Use the Alexander Technique to Meditate More Comfortably

Alexander Technique was developed in the 1800s to help actors improve their posture and coordination. Now it’s gaining popularity among meditators.

By Lion’s Roar Staff

Photo by Megumi Yoshida. Illustration by Kyle Pierce.

Two things often go wrong once someone has received meditation instruction telling them how to hold their bodies and breathe. The first is that they receive the instruction in a rigid way and take up a posture that is a narrow imitation of the one they imagine being described. The second is that whatever rigid approach they take up in the beginning then becomes a tightly held habit, one that can take a lifetime to break. This can limit one’s practice and also lead to physical pain and even injury.

One way to work with these problems, which is finding traction among meditators, is the Alexander Technique. Developed in the late 1800s by Frederick Matthias Alexander, it helps bring awareness to the body’s posture and movement, focusing on the relationship between the head, neck, and spine to the rest of the body. Alexander, a Shakespearean actor, discovered that the habitual way he retracted his head into his neck and spine was causing him to lose his voice by the end of a performance. By freeing himself from this fundamental pattern of tension, he was able to overcome his vocal troubles. From this, he developed a program to help people undo their body’s harmful habits, which he went on to teach for more than fifty years.
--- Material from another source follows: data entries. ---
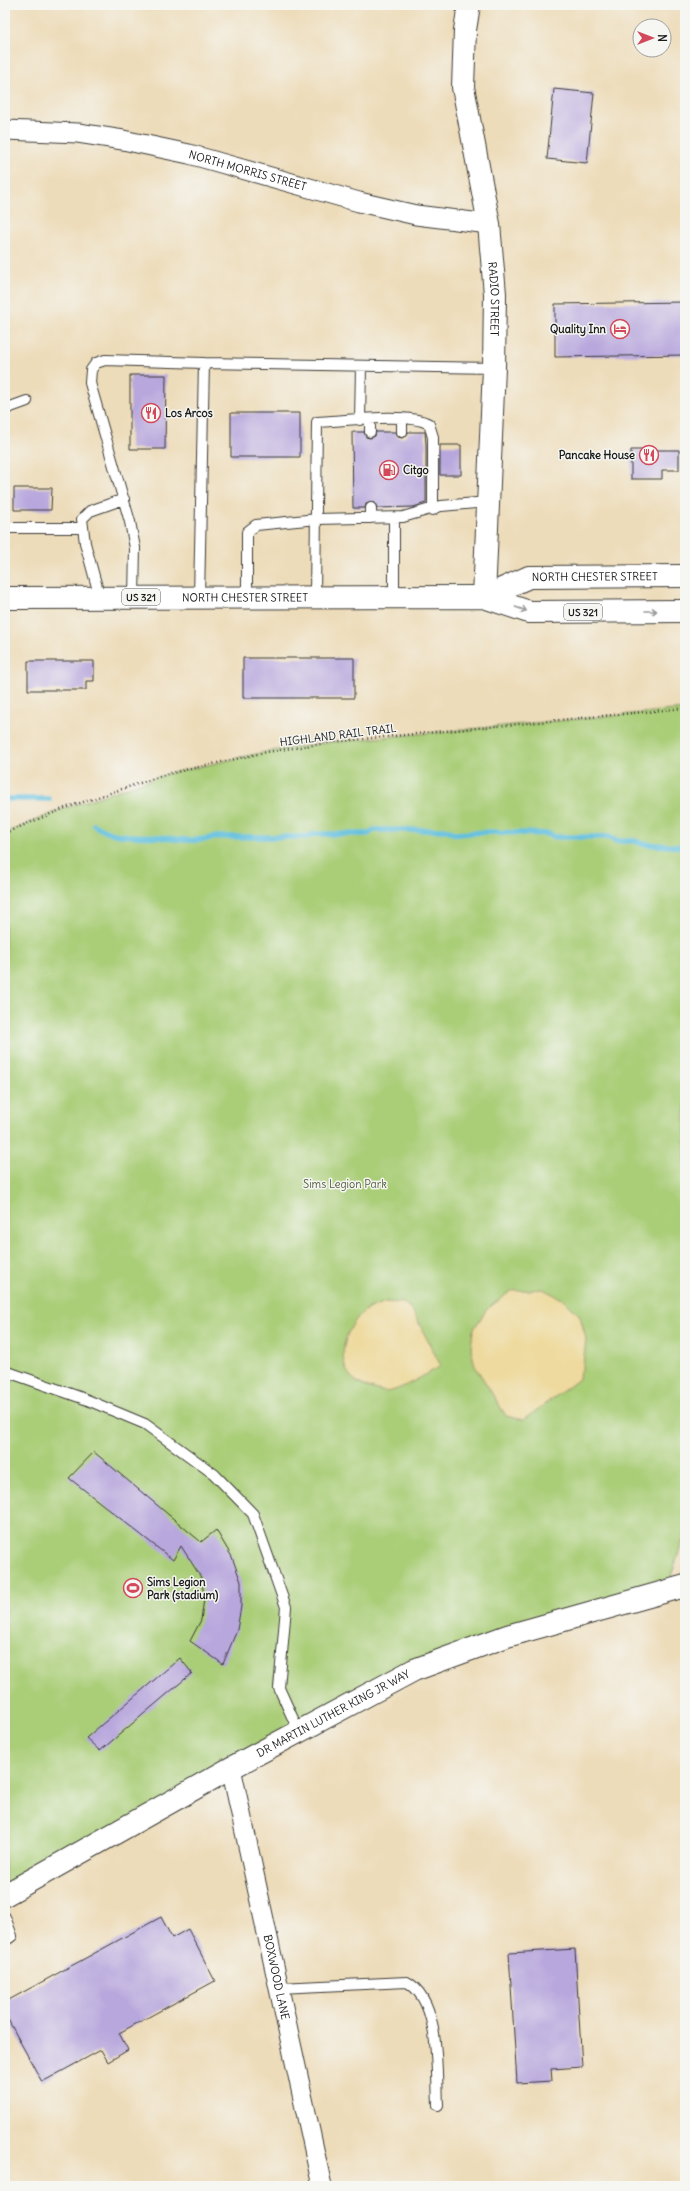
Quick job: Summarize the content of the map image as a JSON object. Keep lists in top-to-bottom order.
{
  "streets": {
    "main road": [
      "RADIO STREET",
      "NORTH CHESTER STREET",
      "US 321",
      "DR MARTIN LUTHER KING JR WAY"
    ],
    "street": ["NORTH MORRIS STREET", "BOXWOOD LANE"],
    "path": ["HIGHLAND RAIL TRAIL"]
  },
  "crossings": [
    ["NORTH MORRIS STREET", "RADIO STREET"],
    ["RADIO STREET", "NORTH CHESTER STREET"],
    ["DR MARTIN LUTHER KING JR WAY", "BOXWOOD LANE"]
  ],
  "parks": ["Sims Legion Park"],
  "places": {
    "hotel": ["Quality Inn"],
    "restaurant": ["Los Arcos", "Pancake House"],
    "fuel station": ["Citgo"],
    "sports": ["Sims Legion Park (stadium)"]
  },
  "north": "right"
}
The deeper goal is to free ourselves from habitual reactions to the moment-to-moment challenges of our daily lives, whether we are sitting still in meditation or running a marathon.
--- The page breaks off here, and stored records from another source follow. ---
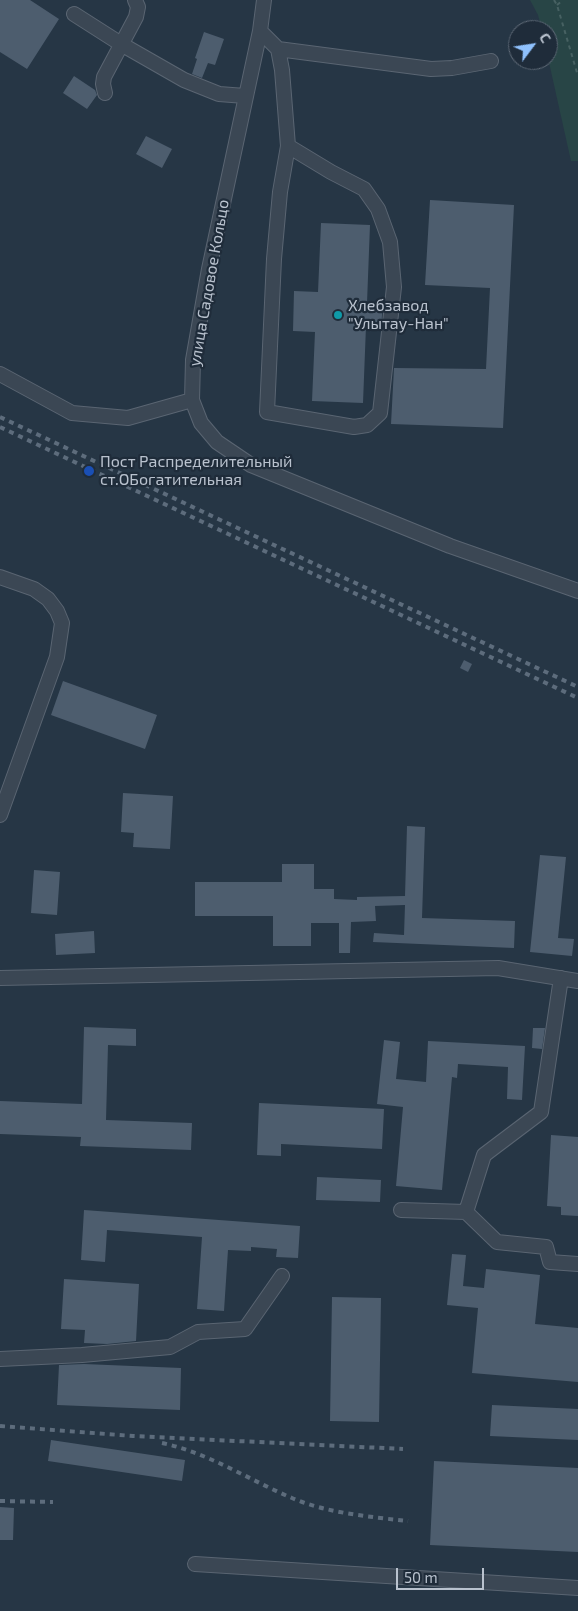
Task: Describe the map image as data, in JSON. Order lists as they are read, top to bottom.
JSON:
{
  "streets": {
    "street": ["улица Садовое Кольцо"]
  },
  "places": ["Хлебзавод \"Улытау-Нан\"", "Пост Распределительный ст.ОБогатительная"],
  "scale_bar": "50 m",
  "north": "top right"
}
The Alexander Technique is well known for helping people improve their posture and their fluidity and coordination in movement. But according to Michael Ostrow, a longtime teacher at the New York Center for the Alexander Technique and a former Zen practitioner, although these are important benefits, the deeper goal is to free ourselves from habitual reactions to the moment-to-moment challenges of our daily lives, whether we are sitting still in meditation or running a marathon.

Training in the Alexander Technique is usually taught one on one and uses hands-on guidance to help convey new experiences of how to use the body. But to get a taste, we asked Ostrow to share some introductory guidelines for meditators.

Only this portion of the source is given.